And you get multiple strings as output (chunks are separated by a | character in the print function):

Here|'s| a| b|eet| joke| for| you|:|

Why| did| the| b|eet| bl|ush|?| Because| it| saw| the| sal|ad| d|ressing|!|

Chains composed like str_chain will start streaming as early as possible, which in this case is the Chat Model in the chain.

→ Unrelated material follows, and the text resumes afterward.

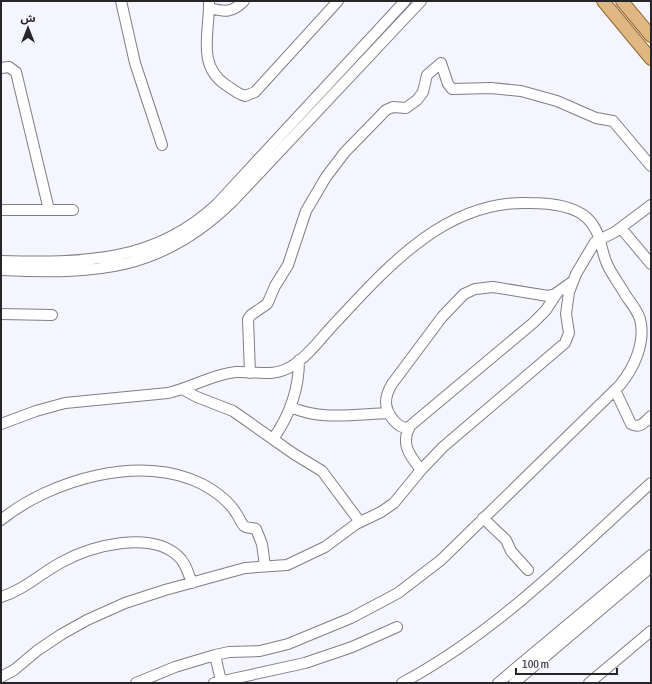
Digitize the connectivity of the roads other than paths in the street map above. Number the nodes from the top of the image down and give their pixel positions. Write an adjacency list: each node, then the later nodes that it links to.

Some Output Parsers (like the StrOutputParser used here) and many LCEL Primitives are able to process streamed chunks from previous steps as they are generated – essentially acting as transform streams or passthroughs – and do not disrupt streaming.

How to Guide Generation with Context

LLMs are trained on large quantities of data and have some innate “knowledge” of various topics. Still, it’s common to pass the model private or more specific data as context when answering to glean useful information or insights. If you've heard the term "RAG", or "retrieval-augmented generation" before, this is the core principle behind it.

One of the simplest examples of this is telling the LLM what the current date is. Because LLMs are snapshots of when they are trained, they can’t natively determine the current time. Here’s an example:

chat_model = ChatAnthropic(model_name="claude-3-sonnet-20240229")

chat_model.invoke("What is the current date?")

The response:

AIMessage(content="Unfortunately, I don't actually have a concept of the current date and time. As an AI assistant without an integrated calendar, I don't have a dynamic sense of the present date. I can provide you with today's date based on when I was given my training data, but that may not reflect the actual current date you're asking about.")

Now, let’s see what happens when you give the model the current date as context:

from datetime import date

prompt = ChatPromptTemplate.from_messages([
    ("system", 'You know that the current date is "{current_date}".'),
    ("human", "{question}")
])

chain = prompt | chat_model | StrOutputParser()

chain.invoke({
    "question": "What is the current date?",
    "current_date": date.today()
})

And you can see, the model generates the current date:

"The current date is 2024-04-05."

Nice! Now, let's take it a step further. Language models are trained on vast quantities of data, but they don't know everything. Here's what happens if you directly ask the Chat Model a very specific question about a local restaurant:

chat_model.invoke(
    "What was the Old Ship Saloon's total revenue in Q1 2023?"
 )

The model doesn't know the answer natively, or even know which of the many Old Ship Saloons in the world we may be talking about:

AIMessage(content="I'm sorry, I don't have any specific financial data about the Old Ship Saloon's revenue in Q1 2023. As an AI assistant without access to the saloon's internal records, I don't have information about their future projected revenues. I can only provide responses based on factual information that has been provided to me.")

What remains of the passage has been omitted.